Overpaid? Perhaps. But on Thursday, Philadelphia’s $330 million slugger was worth every penny. Reflecting on his epic showdown with Cubs reliever Derek Holland in the game’s final at-bat, Harper said he was trying to “cheat,” anticipating that Holland would spring one of his signature sinkers on him. And boy was he ready for it. The sinker may be Holland’s bread-and-butter, but on Thursday, it was Harper who sunk the Cubs, putting the visitors away for good with a walk-off grand slam. Harper’s game-winner—a 413-foot rocket that found a home in the upper deck—was his sixth career walk-off home run and his first as a Phillie.

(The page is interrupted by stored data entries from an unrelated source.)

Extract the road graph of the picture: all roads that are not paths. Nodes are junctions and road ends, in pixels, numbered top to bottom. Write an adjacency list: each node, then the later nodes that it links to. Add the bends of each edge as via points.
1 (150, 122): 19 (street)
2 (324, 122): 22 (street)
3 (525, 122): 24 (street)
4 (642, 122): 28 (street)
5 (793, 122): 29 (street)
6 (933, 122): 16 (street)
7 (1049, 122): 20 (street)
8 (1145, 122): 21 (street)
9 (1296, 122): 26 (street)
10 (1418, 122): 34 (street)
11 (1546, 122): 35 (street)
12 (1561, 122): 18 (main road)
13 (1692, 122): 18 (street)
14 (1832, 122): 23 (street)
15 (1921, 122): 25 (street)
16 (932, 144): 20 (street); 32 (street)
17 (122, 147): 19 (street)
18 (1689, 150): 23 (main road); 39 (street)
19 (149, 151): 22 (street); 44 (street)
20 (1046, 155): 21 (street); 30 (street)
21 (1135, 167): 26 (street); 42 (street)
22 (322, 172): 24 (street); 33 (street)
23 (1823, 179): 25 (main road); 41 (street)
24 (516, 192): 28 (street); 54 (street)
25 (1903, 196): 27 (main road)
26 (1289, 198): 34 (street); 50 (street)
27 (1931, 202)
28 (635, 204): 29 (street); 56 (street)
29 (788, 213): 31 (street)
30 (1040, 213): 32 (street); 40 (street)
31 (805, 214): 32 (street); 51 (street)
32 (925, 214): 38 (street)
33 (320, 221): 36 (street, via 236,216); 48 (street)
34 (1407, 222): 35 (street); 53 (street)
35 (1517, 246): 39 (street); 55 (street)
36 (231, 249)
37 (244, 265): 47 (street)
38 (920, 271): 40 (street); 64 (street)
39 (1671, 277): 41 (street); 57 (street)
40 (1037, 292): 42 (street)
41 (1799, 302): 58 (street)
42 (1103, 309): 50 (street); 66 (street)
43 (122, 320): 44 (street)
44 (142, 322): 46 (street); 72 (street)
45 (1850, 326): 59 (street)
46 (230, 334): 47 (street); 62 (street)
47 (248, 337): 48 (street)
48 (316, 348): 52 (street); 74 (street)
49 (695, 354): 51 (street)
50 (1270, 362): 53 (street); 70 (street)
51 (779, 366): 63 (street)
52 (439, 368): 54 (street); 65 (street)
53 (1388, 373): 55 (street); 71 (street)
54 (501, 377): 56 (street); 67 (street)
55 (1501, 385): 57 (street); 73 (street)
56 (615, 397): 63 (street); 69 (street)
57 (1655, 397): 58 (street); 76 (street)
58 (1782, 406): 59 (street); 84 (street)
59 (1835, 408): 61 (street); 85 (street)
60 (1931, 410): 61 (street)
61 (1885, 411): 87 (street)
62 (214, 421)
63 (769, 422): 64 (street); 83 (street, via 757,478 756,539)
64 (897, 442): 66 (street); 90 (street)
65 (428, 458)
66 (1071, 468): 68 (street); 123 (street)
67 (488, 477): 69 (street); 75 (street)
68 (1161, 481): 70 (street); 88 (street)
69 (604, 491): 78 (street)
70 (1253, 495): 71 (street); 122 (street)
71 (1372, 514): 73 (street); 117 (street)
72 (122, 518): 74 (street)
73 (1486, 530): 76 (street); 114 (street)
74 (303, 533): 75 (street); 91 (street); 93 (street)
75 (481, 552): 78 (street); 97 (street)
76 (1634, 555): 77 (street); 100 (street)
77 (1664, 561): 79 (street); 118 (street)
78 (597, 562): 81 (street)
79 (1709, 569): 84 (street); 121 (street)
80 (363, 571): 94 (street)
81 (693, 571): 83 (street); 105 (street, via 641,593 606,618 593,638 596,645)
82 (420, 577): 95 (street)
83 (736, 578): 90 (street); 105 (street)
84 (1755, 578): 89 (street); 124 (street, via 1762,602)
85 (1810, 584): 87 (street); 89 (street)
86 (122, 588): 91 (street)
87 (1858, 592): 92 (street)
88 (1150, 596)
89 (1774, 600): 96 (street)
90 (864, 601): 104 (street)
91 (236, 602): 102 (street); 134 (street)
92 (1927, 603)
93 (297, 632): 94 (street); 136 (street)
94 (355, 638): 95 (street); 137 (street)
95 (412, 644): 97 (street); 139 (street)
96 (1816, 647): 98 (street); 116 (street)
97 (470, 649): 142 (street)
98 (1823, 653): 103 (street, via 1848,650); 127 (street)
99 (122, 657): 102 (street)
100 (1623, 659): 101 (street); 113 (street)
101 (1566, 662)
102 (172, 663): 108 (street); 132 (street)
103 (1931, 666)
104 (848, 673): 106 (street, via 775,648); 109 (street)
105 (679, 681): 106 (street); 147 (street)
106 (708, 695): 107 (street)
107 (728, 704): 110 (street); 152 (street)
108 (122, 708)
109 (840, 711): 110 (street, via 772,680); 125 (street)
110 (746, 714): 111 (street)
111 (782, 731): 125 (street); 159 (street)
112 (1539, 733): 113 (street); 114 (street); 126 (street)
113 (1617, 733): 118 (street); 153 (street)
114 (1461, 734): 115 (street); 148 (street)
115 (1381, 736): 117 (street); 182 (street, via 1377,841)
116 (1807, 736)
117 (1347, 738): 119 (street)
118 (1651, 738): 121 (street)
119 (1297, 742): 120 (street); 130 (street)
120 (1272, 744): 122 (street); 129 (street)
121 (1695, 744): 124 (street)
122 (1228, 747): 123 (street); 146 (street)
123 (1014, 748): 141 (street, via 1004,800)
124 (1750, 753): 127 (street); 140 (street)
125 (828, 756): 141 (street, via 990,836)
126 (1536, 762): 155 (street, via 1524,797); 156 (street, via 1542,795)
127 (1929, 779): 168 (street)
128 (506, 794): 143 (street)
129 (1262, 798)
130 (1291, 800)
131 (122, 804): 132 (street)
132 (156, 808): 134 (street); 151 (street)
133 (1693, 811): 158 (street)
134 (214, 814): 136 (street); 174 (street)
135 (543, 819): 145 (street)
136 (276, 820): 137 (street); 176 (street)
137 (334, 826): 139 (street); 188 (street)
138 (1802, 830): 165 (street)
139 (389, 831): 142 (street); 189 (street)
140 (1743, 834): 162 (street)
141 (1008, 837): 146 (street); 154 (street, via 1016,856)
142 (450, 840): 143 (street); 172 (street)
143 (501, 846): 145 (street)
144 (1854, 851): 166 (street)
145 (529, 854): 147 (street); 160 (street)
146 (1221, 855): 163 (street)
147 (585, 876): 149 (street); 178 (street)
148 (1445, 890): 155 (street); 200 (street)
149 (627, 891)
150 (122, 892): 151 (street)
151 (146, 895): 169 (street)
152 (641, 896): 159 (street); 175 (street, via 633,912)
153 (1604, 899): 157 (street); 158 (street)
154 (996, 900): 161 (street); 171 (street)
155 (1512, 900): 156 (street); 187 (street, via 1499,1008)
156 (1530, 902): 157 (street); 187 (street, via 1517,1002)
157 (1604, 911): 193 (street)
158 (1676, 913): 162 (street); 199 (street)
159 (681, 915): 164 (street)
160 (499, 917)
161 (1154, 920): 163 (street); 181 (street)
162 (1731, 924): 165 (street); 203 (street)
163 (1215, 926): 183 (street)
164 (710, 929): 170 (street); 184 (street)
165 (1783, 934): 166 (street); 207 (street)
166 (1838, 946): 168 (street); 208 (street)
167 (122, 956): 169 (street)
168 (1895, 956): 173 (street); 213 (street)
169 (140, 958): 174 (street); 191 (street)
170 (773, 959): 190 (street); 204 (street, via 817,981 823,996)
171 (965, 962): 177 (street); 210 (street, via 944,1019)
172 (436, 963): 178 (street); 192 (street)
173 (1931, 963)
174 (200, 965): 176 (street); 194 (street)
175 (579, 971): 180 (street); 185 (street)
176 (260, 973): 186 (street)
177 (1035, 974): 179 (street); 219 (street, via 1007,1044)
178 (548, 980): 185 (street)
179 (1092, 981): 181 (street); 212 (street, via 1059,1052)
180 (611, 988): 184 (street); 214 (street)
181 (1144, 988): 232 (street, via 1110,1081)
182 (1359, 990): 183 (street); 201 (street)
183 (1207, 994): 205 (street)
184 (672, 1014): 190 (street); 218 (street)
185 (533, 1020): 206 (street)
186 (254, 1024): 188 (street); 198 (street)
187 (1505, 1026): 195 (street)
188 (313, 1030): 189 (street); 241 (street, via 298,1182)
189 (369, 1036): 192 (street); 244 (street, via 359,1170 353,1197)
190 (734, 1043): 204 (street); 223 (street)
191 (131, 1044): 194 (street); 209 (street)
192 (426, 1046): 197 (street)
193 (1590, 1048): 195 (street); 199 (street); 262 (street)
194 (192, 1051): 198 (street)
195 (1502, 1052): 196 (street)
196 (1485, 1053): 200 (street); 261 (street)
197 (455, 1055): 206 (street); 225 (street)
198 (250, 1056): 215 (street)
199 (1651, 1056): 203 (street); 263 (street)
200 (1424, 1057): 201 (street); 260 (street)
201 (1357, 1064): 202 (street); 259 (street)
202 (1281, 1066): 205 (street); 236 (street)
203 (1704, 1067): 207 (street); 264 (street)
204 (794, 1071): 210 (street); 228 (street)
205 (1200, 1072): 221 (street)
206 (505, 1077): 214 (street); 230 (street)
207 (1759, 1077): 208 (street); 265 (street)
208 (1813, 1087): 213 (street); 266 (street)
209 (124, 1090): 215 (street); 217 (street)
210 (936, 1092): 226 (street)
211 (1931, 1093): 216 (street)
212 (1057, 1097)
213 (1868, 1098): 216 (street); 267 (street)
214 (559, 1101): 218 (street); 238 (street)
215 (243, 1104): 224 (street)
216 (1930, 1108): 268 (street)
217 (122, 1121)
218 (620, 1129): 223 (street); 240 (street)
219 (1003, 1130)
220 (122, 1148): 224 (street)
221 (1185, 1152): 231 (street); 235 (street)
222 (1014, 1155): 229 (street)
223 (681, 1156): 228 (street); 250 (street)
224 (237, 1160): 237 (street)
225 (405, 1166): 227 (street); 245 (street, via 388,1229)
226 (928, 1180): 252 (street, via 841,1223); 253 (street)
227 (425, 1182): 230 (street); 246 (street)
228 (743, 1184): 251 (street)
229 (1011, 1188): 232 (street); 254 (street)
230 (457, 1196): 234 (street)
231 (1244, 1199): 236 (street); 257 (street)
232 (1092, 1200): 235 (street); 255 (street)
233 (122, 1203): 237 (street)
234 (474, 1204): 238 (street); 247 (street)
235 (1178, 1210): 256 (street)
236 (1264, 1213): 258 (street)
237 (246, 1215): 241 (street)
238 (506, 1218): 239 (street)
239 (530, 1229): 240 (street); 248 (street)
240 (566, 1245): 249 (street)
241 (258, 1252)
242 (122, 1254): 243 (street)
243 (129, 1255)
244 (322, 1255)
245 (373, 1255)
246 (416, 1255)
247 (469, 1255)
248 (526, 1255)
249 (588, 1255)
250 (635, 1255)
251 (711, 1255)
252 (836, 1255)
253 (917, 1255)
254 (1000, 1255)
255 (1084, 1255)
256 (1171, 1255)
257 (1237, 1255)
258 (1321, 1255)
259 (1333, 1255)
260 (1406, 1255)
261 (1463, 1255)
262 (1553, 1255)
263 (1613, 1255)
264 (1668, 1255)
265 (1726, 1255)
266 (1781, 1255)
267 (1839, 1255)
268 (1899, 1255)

Harper has, at least relative to expectations, been a mild disappointment in his debut year with Philadelphia, hitting only .253 with an NL-high 141 strikeouts. There have probably been moments this year, maybe even Thursday night when Harper struck out in two of his first three at-bats, where the Phillies and their fans felt at least a tinge of buyer’s remorse. If this is the Harper the Phillies are getting now, presumably in his prime at age 26, what kind of player will he be at the end of his 13-year contract or even five years from now? As far as mega-talents go, Harper is certainly one of the more frustrating cases we’ve seen, often burying his immense gifts beneath layers of agonizing gaffes and unexplained dry spells. He may be more slump-prone than any star in recent memory, but like a magician summoning a rabbit from his hat or a bouquet from his wand, Harper can make you forget every bad word you ever said about him in a single swing. He’s Batman, appearing out of the shadows and vanishing moments later.
Of course, judging Harper solely on his strikeout totals and paltry batting average would be shortsighted bordering on irresponsible. A six-time All-Star and former first overall pick, the Las Vegas native has always maintained a high on-base percentage, annually finishing among the league leaders in walks. That’s been the case again this year as Harper has already drawn 83 free passes, second in the National League behind teammate Rhys Hoskins. And while consistency isn't his calling card, Harper has never shied away from big moments, routinely coming through when the stakes are highest, just as he did Thursday night and a month prior when he erased Kenley Jansen and the Dodgers with a walk-off double.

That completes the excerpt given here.